=== What you will do ===
If an entry includes an image, drop the image and copy the rest verbatim.

=== Records shown ===

================

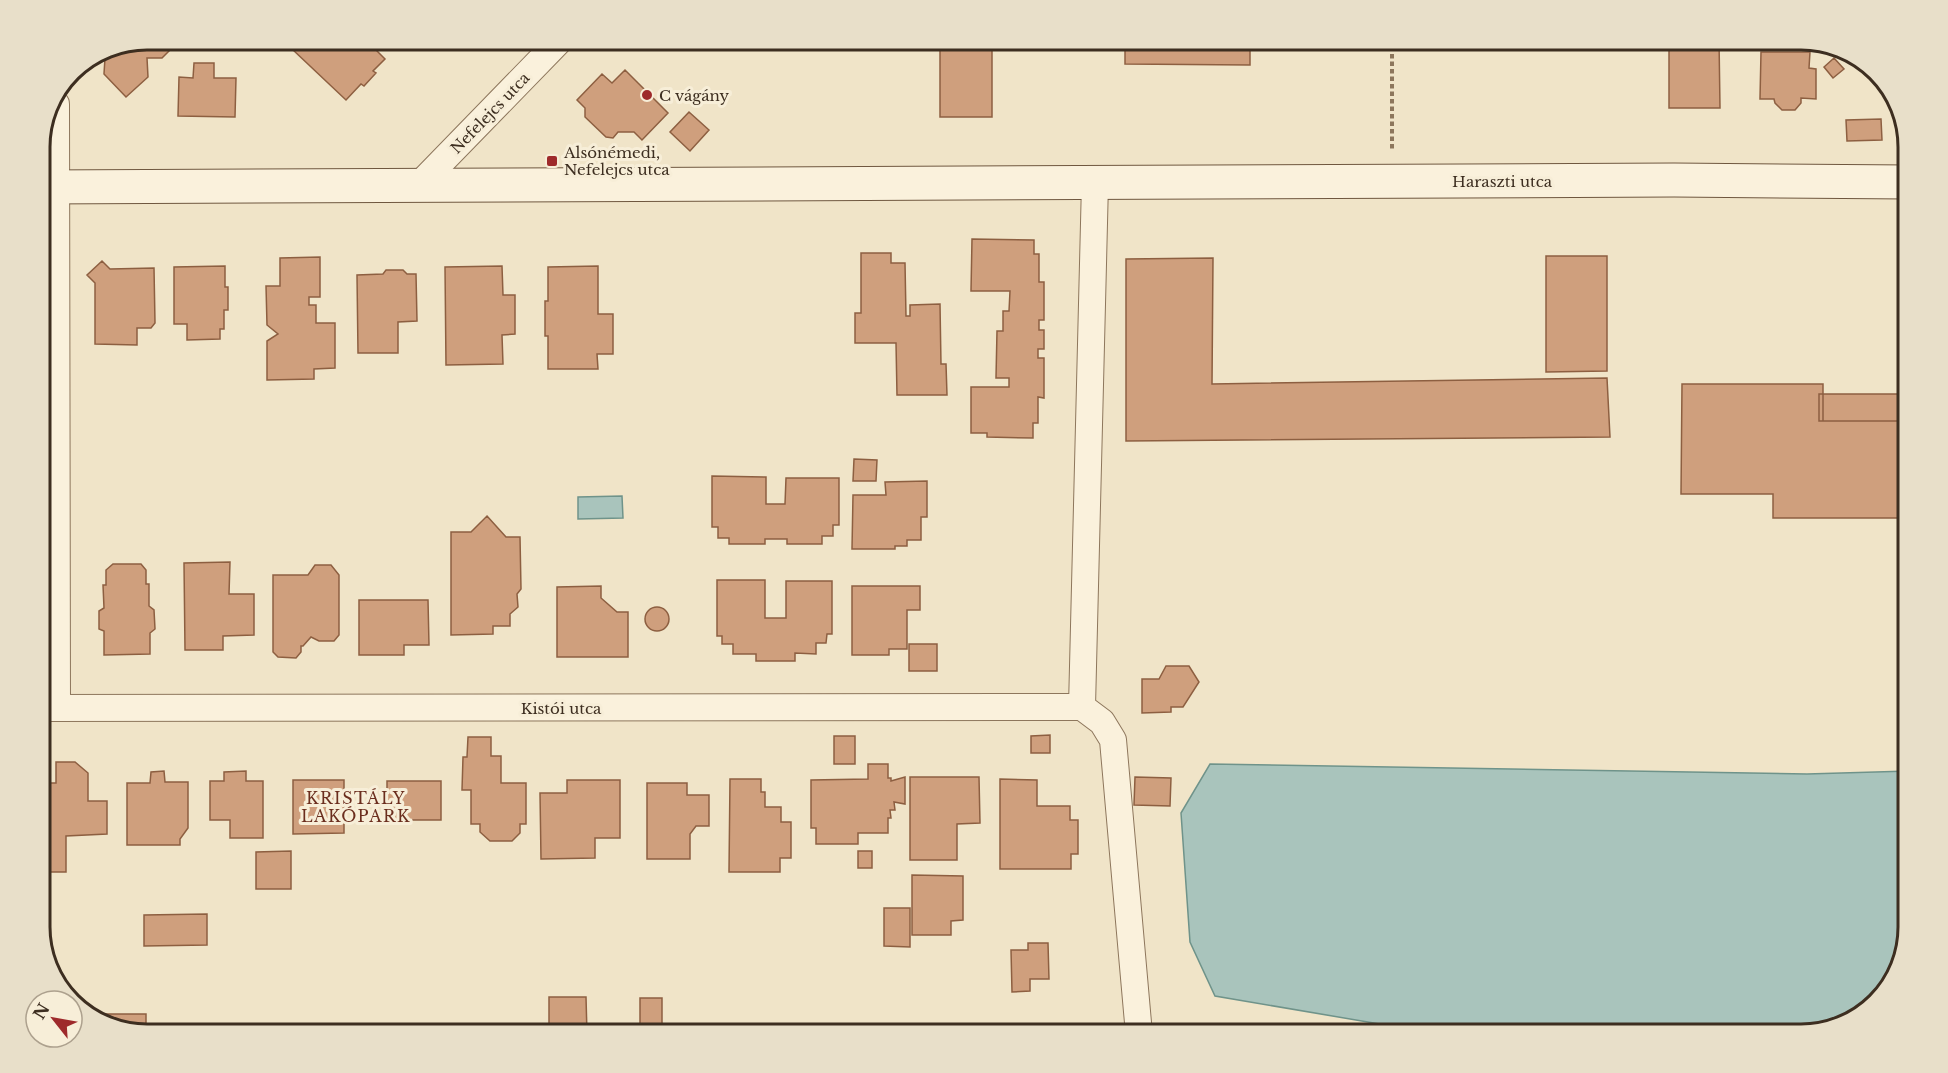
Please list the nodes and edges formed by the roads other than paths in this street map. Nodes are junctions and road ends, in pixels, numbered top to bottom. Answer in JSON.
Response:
{"nodes":[{"id":1,"x":550,"y":50,"type":"edge"},
{"id":2,"x":55,"y":117,"type":"edge"},
{"id":3,"x":50,"y":166,"type":"edge"},
{"id":4,"x":1898,"y":182,"type":"edge"},
{"id":5,"x":1095,"y":183,"type":"junction"},
{"id":6,"x":418,"y":186,"type":"junction"},
{"id":7,"x":50,"y":187,"type":"edge"},
{"id":8,"x":1082,"y":707,"type":"junction"},
{"id":9,"x":50,"y":708,"type":"edge"},
{"id":10,"x":1137,"y":1024,"type":"edge"}],
"edges":[{"from":1,"to":6,"type":"street","name":"Nefelejcs utca"},
{"from":2,"to":3,"type":"street"},
{"from":4,"to":5,"type":"main road","name":"Haraszti utca"},
{"from":5,"to":6,"type":"main road","name":"Haraszti utca"},
{"from":5,"to":8,"type":"street"},
{"from":6,"to":7,"type":"main road","name":"Haraszti utca"},
{"from":8,"to":9,"type":"street","name":"Kistói utca"},
{"from":8,"to":10,"type":"street"}]}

================

=== Finished exercise ===
Please list the nodes and edges formed by the roads other than paths in this street map. Nodes are junctions and road ends, in pixels, numbered top to bottom. Answer in JSON.
Response:
{"nodes":[{"id":1,"x":550,"y":50,"type":"edge"},
{"id":2,"x":55,"y":117,"type":"edge"},
{"id":3,"x":50,"y":166,"type":"edge"},
{"id":4,"x":1898,"y":182,"type":"edge"},
{"id":5,"x":1095,"y":183,"type":"junction"},
{"id":6,"x":418,"y":186,"type":"junction"},
{"id":7,"x":50,"y":187,"type":"edge"},
{"id":8,"x":1082,"y":707,"type":"junction"},
{"id":9,"x":50,"y":708,"type":"edge"},
{"id":10,"x":1137,"y":1024,"type":"edge"}],
"edges":[{"from":1,"to":6,"type":"street","name":"Nefelejcs utca"},
{"from":2,"to":3,"type":"street"},
{"from":4,"to":5,"type":"main road","name":"Haraszti utca"},
{"from":5,"to":6,"type":"main road","name":"Haraszti utca"},
{"from":5,"to":8,"type":"street"},
{"from":6,"to":7,"type":"main road","name":"Haraszti utca"},
{"from":8,"to":9,"type":"street","name":"Kistói utca"},
{"from":8,"to":10,"type":"street"}]}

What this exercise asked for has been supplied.